**DIRECTIONS FOR THIS TASK**
Throughout the entries below, report every line where "graph" is found.
(EXTRACTED MATERIAL begins)
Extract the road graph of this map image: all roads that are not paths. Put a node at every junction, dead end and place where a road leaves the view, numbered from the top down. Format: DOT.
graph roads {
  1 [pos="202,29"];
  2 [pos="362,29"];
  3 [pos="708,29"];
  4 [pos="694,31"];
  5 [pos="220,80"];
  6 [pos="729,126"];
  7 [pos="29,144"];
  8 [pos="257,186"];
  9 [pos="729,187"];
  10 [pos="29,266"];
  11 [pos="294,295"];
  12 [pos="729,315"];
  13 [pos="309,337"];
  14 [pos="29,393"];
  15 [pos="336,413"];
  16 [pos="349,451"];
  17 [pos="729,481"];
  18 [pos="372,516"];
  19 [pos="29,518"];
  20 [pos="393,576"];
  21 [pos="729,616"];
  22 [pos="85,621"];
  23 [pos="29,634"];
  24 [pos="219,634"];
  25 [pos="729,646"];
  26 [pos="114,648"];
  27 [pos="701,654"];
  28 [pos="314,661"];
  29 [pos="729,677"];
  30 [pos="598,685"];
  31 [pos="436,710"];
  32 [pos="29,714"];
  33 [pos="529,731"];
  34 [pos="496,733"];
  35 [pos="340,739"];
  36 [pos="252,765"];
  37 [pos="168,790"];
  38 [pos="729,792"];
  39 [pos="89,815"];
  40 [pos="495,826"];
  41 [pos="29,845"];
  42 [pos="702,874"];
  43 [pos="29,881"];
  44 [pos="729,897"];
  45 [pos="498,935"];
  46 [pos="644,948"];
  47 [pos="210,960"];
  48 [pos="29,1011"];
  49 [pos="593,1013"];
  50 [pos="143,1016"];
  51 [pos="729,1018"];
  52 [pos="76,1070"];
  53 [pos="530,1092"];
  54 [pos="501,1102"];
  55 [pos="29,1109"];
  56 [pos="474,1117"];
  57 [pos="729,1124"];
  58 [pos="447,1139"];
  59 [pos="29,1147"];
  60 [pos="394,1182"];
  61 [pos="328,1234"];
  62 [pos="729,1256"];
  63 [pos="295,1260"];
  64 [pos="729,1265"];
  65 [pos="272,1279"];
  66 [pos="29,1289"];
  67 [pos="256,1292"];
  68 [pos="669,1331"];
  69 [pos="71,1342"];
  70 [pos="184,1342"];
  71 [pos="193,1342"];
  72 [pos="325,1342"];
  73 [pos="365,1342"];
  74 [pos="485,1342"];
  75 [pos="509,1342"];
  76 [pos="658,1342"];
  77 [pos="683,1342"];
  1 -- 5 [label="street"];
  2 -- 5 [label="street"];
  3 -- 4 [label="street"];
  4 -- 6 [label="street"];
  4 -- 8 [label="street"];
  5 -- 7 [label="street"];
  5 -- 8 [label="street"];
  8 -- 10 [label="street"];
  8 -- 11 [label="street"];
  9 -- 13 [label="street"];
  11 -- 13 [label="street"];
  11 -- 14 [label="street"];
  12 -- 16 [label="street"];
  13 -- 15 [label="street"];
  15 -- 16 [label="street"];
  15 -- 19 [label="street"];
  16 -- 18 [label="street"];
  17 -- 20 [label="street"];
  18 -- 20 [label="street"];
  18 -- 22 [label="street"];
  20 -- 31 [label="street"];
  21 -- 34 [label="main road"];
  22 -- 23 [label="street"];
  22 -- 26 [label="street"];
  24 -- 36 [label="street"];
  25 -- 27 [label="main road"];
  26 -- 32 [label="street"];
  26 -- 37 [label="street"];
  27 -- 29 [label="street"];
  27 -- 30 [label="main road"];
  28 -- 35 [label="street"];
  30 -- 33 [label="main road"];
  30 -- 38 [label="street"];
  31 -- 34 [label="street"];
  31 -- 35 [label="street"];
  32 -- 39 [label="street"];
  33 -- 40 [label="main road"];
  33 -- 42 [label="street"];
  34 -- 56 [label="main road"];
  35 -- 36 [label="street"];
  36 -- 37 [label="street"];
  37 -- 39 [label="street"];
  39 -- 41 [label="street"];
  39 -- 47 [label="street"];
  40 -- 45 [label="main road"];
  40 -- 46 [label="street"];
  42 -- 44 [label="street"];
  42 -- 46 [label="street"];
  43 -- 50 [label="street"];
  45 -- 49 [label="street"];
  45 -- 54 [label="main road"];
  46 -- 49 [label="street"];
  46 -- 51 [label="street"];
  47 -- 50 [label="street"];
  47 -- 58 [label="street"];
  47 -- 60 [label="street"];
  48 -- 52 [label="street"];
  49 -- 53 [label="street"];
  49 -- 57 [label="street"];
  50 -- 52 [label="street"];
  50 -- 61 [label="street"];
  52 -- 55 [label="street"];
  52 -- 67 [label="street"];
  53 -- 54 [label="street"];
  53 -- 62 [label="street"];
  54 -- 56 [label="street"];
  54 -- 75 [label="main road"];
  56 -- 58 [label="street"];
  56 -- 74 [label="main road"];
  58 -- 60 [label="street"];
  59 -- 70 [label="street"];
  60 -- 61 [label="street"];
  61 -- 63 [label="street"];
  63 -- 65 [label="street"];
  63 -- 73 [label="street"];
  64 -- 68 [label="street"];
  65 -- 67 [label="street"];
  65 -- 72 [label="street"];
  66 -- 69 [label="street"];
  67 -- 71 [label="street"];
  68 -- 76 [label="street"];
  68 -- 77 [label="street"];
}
(EXTRACTED MATERIAL ends)
**RESPONSE**
Extract the road graph of this map image: all roads that are not paths. Put a node at every junction, dead end and place where a road leaves the view, numbered from the top down. Format: DOT.
graph roads {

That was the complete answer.